Thortful.com recently carried out some research into the most popular licences for Halloween costumes and found that this year, Minions reigned supreme, in no small part due to the success of this year’s The Rise of Gru. A comfort for parents is that it’s also a costume that is relatively easily DIY’d: just grab some yellow face paint, a pair of dungarees and some card for the eyes and you’re away.
Of course, superheroes feature heavily every year for children’s Halloween costumes. This year, Buzz Lightyear entered the top contenders, again linked to the 2022 film, but the old favourites Superman, Spider-Man, Batman and Captain America are also present. I love Buzz Lightyear as a Halloween costume option because he’s so not the typical superhero: he’s fallible and often ridiculous; he’s also sweet and kind in a way that’s more accessible than Clark Kent’s all-round perfection or Captain America’s shiny demeanour.
Another outfit linked to a recent spooky season film is the likely popularity of Hocus Pocus for Halloween costumes this year. More of a cult classic that has gained unprecedented popularity after being a relative box office flop when it was first released, it’s a firm favourite for Halloween costumes, helped by the distinctive hair and costume possibilities. I genuinely think there’s no greater compliment to Bette Midler than dressing your small child up as Winnifred Sanderson. Even better: if the kid wants to dress up as Winnifred off their own back. Now there’s a kid that knows what’s what.
What I have seen this year which I thought was a great idea is Snapchat’s AR lens which enables consumers to try on Halloween costumes. Helping those in the spirit to virtually try on their favourite characters from television programmes and films – including Hocus Pocus 2 (as mentioned before), but also Stranger Things, Power Rangers, Transformers, Chucky and more – is a genius idea and when and if they like what they see, then can go on to buy the outfit directly within the app. Now that’s clever.
It’s always fun seeing how people interpret particular licences for Halloween, and even if I don’t actively participate in it, I admit I do love flicking through the Halloween costume round-ups on Instagram stories the next day. A highlight from last year was Michael Imperioli – who played the beloved Christopher in HBO’s landmark series The Sopranos – reposting every single Christopher and Adriana couples’ costumes that graced Halloween night. High art, beauty and grace all rolled into one.

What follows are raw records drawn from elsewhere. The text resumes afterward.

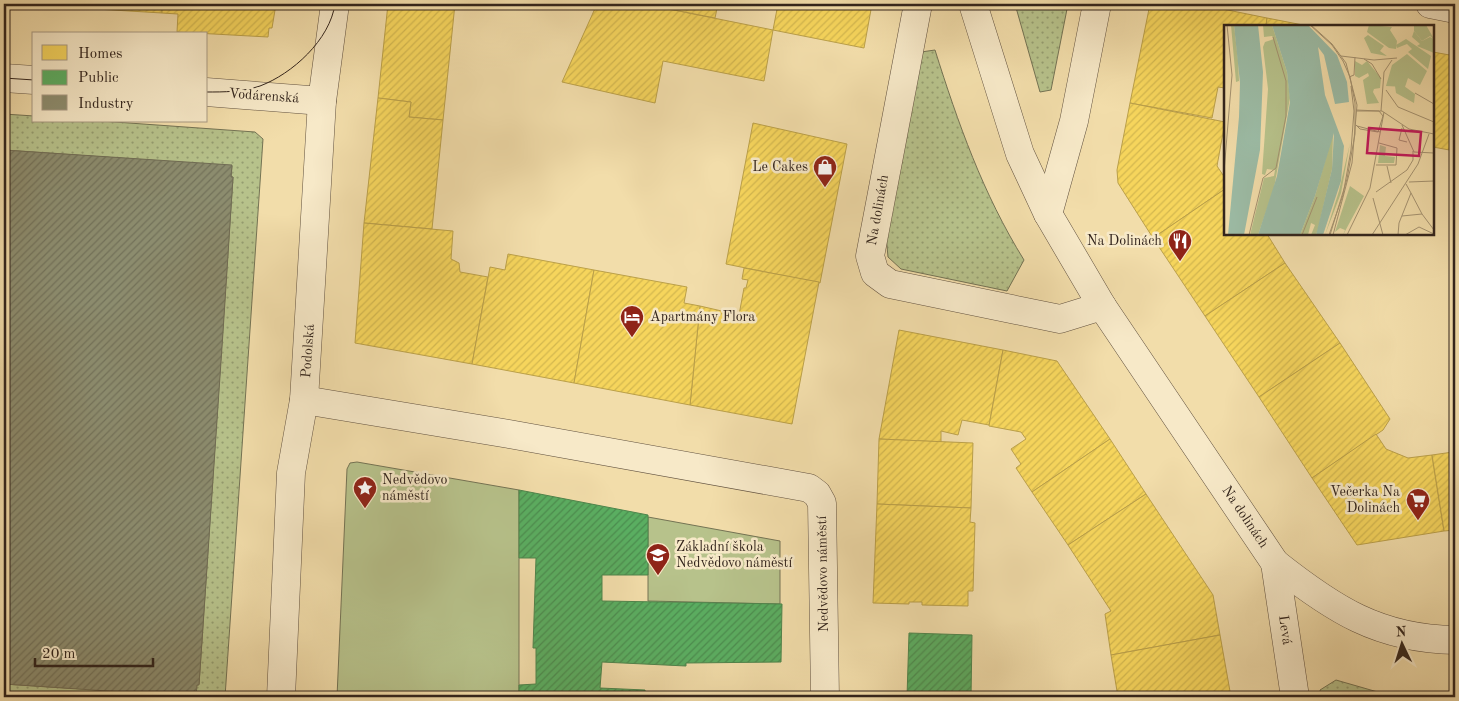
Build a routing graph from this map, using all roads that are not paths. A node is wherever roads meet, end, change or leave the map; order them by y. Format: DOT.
graph roads {
  1 [pos="335,4"];
  2 [pos="918,4"];
  3 [pos="973,4"];
  4 [pos="1097,4"];
  5 [pos="1430,4"];
  6 [pos="1455,9"];
  7 [pos="4,78"];
  8 [pos="32,80"];
  9 [pos="208,92"];
  10 [pos="322,100"];
  11 [pos="1048,214"];
  12 [pos="1102,306"];
  13 [pos="304,400"];
  14 [pos="1275,563"];
  15 [pos="1455,640"];
  16 [pos="280,697"];
  17 [pos="825,697"];
  18 [pos="1296,697"];
  1 -- 10 [label="street, Podolská"];
  2 -- 12 [label="street, Na dolinách"];
  3 -- 11 [label="street, Na dolinách"];
  4 -- 11 [label="street"];
  5 -- 6 [label="street"];
  7 -- 8 [label="street"];
  9 -- 10 [label="street, Vodárenská"];
  10 -- 13 [label="street, Podolská"];
  11 -- 12 [label="street, Na dolinách"];
  12 -- 14 [label="street, Na dolinách"];
  13 -- 16 [label="street, Podolská"];
  13 -- 17 [label="street, Nedvědovo náměstí"];
  14 -- 15 [label="street, Na dolinách"];
  14 -- 18 [label="street, Levá"];
}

Even if I’m not particularly fond of Halloween myself, I get it for other people. It’s truly a time of year where kids and adults can pretend to be something else, escape for just a night and indulge their playful instincts. It’s also a great opportunity for the licensing sector to step up their game and help consumers to embrace and even become their favourite characters, even if it’s just for one night. Enjoy!